(Work required)
Emit all the data exactly as provided.

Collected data
┌──

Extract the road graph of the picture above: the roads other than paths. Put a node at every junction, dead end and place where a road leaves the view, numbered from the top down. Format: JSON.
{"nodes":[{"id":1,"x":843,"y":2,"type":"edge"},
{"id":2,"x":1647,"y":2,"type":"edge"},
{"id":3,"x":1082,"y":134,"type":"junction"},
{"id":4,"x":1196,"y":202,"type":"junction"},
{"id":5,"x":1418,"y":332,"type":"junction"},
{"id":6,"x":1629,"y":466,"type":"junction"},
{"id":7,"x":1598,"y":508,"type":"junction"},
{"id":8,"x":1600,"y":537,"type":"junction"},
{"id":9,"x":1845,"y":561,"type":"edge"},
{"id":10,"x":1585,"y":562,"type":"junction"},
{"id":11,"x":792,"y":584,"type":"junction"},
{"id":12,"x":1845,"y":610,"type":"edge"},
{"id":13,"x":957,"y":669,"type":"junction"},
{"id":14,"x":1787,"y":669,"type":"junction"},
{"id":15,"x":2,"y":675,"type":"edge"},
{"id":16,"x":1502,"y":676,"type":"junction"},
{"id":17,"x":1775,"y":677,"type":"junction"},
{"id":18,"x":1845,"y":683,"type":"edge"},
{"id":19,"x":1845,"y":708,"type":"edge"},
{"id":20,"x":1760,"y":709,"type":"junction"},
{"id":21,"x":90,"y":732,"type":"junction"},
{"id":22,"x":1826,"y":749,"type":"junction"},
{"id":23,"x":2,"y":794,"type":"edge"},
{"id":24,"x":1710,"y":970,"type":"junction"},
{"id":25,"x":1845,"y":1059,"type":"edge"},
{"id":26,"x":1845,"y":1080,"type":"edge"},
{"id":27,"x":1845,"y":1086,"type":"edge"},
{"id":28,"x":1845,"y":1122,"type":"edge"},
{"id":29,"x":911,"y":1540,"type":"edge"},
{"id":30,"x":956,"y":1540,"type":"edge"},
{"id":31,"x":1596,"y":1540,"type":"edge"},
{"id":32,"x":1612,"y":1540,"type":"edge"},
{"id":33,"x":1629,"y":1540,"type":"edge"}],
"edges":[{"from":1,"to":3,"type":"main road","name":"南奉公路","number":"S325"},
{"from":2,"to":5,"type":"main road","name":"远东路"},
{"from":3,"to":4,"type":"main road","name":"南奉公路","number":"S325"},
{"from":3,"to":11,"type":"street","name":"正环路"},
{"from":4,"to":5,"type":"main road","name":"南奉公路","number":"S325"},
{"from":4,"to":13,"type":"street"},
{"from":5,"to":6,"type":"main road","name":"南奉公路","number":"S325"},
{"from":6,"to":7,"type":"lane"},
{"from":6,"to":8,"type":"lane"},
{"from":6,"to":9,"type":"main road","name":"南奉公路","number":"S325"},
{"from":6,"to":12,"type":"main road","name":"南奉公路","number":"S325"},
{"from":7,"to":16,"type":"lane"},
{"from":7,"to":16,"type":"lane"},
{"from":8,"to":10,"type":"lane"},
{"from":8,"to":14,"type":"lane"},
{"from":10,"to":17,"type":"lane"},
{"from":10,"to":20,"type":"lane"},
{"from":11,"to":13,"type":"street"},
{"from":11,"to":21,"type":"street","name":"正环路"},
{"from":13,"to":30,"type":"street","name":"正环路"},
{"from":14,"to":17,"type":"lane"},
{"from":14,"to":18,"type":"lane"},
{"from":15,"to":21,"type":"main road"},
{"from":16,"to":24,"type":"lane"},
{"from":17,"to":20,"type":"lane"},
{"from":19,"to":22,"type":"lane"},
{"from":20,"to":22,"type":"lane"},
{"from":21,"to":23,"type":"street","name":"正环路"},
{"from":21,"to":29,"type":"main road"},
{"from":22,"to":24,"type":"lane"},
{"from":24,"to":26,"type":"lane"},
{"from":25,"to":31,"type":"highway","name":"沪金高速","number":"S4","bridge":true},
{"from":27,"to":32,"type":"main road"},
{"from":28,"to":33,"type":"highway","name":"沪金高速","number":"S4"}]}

└──

(Task solution)
Extract the road graph of the picture above: the roads other than paths. Put a node at every junction, dead end and place where a road leaves the view, numbered from the top down. Format: JSON.
{"nodes":[{"id":1,"x":843,"y":2,"type":"edge"},
{"id":2,"x":1647,"y":2,"type":"edge"},
{"id":3,"x":1082,"y":134,"type":"junction"},
{"id":4,"x":1196,"y":202,"type":"junction"},
{"id":5,"x":1418,"y":332,"type":"junction"},
{"id":6,"x":1629,"y":466,"type":"junction"},
{"id":7,"x":1598,"y":508,"type":"junction"},
{"id":8,"x":1600,"y":537,"type":"junction"},
{"id":9,"x":1845,"y":561,"type":"edge"},
{"id":10,"x":1585,"y":562,"type":"junction"},
{"id":11,"x":792,"y":584,"type":"junction"},
{"id":12,"x":1845,"y":610,"type":"edge"},
{"id":13,"x":957,"y":669,"type":"junction"},
{"id":14,"x":1787,"y":669,"type":"junction"},
{"id":15,"x":2,"y":675,"type":"edge"},
{"id":16,"x":1502,"y":676,"type":"junction"},
{"id":17,"x":1775,"y":677,"type":"junction"},
{"id":18,"x":1845,"y":683,"type":"edge"},
{"id":19,"x":1845,"y":708,"type":"edge"},
{"id":20,"x":1760,"y":709,"type":"junction"},
{"id":21,"x":90,"y":732,"type":"junction"},
{"id":22,"x":1826,"y":749,"type":"junction"},
{"id":23,"x":2,"y":794,"type":"edge"},
{"id":24,"x":1710,"y":970,"type":"junction"},
{"id":25,"x":1845,"y":1059,"type":"edge"},
{"id":26,"x":1845,"y":1080,"type":"edge"},
{"id":27,"x":1845,"y":1086,"type":"edge"},
{"id":28,"x":1845,"y":1122,"type":"edge"},
{"id":29,"x":911,"y":1540,"type":"edge"},
{"id":30,"x":956,"y":1540,"type":"edge"},
{"id":31,"x":1596,"y":1540,"type":"edge"},
{"id":32,"x":1612,"y":1540,"type":"edge"},
{"id":33,"x":1629,"y":1540,"type":"edge"}],
"edges":[{"from":1,"to":3,"type":"main road","name":"南奉公路","number":"S325"},
{"from":2,"to":5,"type":"main road","name":"远东路"},
{"from":3,"to":4,"type":"main road","name":"南奉公路","number":"S325"},
{"from":3,"to":11,"type":"street","name":"正环路"},
{"from":4,"to":5,"type":"main road","name":"南奉公路","number":"S325"},
{"from":4,"to":13,"type":"street"},
{"from":5,"to":6,"type":"main road","name":"南奉公路","number":"S325"},
{"from":6,"to":7,"type":"lane"},
{"from":6,"to":8,"type":"lane"},
{"from":6,"to":9,"type":"main road","name":"南奉公路","number":"S325"},
{"from":6,"to":12,"type":"main road","name":"南奉公路","number":"S325"},
{"from":7,"to":16,"type":"lane"},
{"from":7,"to":16,"type":"lane"},
{"from":8,"to":10,"type":"lane"},
{"from":8,"to":14,"type":"lane"},
{"from":10,"to":17,"type":"lane"},
{"from":10,"to":20,"type":"lane"},
{"from":11,"to":13,"type":"street"},
{"from":11,"to":21,"type":"street","name":"正环路"},
{"from":13,"to":30,"type":"street","name":"正环路"},
{"from":14,"to":17,"type":"lane"},
{"from":14,"to":18,"type":"lane"},
{"from":15,"to":21,"type":"main road"},
{"from":16,"to":24,"type":"lane"},
{"from":17,"to":20,"type":"lane"},
{"from":19,"to":22,"type":"lane"},
{"from":20,"to":22,"type":"lane"},
{"from":21,"to":23,"type":"street","name":"正环路"},
{"from":21,"to":29,"type":"main road"},
{"from":22,"to":24,"type":"lane"},
{"from":24,"to":26,"type":"lane"},
{"from":25,"to":31,"type":"highway","name":"沪金高速","number":"S4","bridge":true},
{"from":27,"to":32,"type":"main road"},
{"from":28,"to":33,"type":"highway","name":"沪金高速","number":"S4"}]}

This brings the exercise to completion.